Communicative performance
In the years before the pandemic, while Abe was deemed an ‘underwhelming performer’ by Burrett (2016: 50), others considered him to be a ‘dynamic public communicator’ (George Mulgan, 2018: 64). But unlike Koizumi's short, impromptu interviews, Abe preferred ‘choreographed appearances’ to avoid having to improvise or respond to difficult questions (George Mulgan, 2018: 66). 5 One of the lessons Abe learned since his first time in office was how to better control his media strategy, for example for damage limitation purposes during controversies or scandals (Carlson and Reed, 2018), but he was also criticised for attempting to take too much control over the messages and for eroding press freedom (Hoshi and Lipscy, 2021).
Abe's communication style during the pandemic (as with other world leaders) came under scrutiny, given the need for clarity and reassurance. It is worth exploring in detail, since it points to one of Abe's biggest leadership fails. Boin et al. (2005: 69) demonstrates how some leaders succeed, and others fail, in ‘shaping people's understanding of a crisis and thus in building public support for their policies’. In a crisis, leaders need to excel in their communication by ‘offering a persuasive storyline explaining what happened, why, what the repercussions are, how it can be resolved, who can be relied upon to do so and who is to blame’ (Boin et al., 2005: 69). The expectation is that leaders will ‘provide a believable and authoritative account, which promises a way out of the crisis’ (Boin et al., 2005: 71). Similarly, Ueno and Watanabe’s (2020: 72–81) three conditions for good government in crisis management also refer to the importance of good communication skills: the ability to explain; to take responsibility; and to be responsive to public anxiety. In their view, Abe failed in all three areas.
Abe's communicative performance was roundly criticised as the pandemic evolved, failing to score well against Boin et al.'s measures.
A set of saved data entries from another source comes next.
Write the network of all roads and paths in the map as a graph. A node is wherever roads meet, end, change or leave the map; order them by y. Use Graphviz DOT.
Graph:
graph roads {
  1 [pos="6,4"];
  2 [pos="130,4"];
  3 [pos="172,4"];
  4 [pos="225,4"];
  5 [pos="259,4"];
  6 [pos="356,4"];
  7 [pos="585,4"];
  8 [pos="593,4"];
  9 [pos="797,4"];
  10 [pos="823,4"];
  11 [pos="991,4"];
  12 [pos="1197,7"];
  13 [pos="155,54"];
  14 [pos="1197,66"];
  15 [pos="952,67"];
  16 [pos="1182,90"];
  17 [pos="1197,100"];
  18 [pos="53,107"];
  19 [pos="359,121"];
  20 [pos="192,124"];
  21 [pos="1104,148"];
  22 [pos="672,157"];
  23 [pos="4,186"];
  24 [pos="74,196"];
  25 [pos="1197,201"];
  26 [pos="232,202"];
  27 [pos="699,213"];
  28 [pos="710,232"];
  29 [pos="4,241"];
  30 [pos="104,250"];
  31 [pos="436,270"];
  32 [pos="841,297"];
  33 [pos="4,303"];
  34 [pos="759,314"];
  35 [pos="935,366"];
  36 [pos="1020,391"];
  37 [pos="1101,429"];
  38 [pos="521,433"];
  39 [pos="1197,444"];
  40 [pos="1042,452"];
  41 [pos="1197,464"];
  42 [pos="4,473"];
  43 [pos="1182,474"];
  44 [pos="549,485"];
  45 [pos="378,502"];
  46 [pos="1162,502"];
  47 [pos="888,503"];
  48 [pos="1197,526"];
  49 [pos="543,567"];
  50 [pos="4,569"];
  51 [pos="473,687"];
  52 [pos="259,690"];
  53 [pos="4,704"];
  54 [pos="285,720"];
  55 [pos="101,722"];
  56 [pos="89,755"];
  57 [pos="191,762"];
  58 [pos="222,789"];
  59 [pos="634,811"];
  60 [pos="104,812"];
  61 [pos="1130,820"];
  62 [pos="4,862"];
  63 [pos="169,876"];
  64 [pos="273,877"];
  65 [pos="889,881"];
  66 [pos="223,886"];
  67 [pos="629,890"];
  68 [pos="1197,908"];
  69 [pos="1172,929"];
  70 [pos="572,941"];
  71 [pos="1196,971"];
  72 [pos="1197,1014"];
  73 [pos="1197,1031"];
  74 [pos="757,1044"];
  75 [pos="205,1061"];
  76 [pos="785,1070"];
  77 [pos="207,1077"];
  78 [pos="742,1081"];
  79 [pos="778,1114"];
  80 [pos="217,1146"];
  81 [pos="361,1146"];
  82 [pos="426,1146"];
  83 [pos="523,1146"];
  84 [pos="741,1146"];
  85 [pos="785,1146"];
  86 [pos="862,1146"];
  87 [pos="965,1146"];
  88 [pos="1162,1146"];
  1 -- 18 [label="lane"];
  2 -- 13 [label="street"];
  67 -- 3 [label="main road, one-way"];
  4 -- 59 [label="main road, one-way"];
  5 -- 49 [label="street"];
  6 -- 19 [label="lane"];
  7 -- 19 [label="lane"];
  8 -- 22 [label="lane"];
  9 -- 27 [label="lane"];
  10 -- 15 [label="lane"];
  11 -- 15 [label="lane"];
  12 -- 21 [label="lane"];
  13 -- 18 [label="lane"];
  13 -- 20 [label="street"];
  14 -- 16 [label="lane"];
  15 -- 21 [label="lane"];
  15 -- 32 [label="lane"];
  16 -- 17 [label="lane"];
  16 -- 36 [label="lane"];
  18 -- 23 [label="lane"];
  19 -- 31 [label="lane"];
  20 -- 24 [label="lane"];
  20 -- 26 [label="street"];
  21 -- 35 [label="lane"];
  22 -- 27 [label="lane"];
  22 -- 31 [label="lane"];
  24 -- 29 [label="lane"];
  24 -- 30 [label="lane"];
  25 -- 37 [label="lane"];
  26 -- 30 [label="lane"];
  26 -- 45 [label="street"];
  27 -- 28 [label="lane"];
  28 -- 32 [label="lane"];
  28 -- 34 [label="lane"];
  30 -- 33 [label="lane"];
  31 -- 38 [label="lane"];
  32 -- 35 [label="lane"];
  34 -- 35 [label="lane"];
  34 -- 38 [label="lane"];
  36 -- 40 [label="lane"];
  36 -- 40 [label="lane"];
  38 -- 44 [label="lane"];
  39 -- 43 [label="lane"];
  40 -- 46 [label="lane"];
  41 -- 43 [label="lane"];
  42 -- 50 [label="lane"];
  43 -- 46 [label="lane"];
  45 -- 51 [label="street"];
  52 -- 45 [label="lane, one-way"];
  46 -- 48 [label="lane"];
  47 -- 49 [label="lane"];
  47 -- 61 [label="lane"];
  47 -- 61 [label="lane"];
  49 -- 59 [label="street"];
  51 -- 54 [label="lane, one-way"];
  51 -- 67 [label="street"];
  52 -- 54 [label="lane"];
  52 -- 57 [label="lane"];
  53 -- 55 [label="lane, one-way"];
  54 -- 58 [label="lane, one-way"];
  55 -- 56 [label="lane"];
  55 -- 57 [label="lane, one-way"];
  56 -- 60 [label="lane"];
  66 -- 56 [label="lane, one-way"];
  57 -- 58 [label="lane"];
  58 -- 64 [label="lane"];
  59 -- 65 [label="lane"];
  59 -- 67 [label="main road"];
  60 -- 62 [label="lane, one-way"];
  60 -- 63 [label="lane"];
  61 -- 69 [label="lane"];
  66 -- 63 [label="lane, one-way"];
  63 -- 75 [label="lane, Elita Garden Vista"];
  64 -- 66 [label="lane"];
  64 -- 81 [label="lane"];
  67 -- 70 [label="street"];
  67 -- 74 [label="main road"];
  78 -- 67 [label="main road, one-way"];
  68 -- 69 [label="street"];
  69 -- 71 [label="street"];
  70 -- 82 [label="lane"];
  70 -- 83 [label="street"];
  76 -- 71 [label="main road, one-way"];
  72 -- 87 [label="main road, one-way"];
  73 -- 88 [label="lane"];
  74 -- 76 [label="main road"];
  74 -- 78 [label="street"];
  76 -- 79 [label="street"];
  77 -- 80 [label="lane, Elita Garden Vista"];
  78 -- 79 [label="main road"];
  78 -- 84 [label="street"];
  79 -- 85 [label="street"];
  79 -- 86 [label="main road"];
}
One example was the seeming lack of urgency, and his downplaying of the pandemic in the early stages. This could perhaps be seen as an example of what Boin et al. (2005: 87) call ‘masking’ – a device used to conceal the gravity of a situation ‘for the purposes of buying time or political credit’, but it has to be followed by ‘substantive remedial actions to avoid any backlash’. In Abe's case, downplaying the pandemic may have been done for the purpose of buying time on whether or not to proceed with the hosting of the Olympics or avoiding the introduction of policies that would impact on economic growth, but once the seriousness and extent of the pandemic became clear, the ‘remedial actions’ were found wanting.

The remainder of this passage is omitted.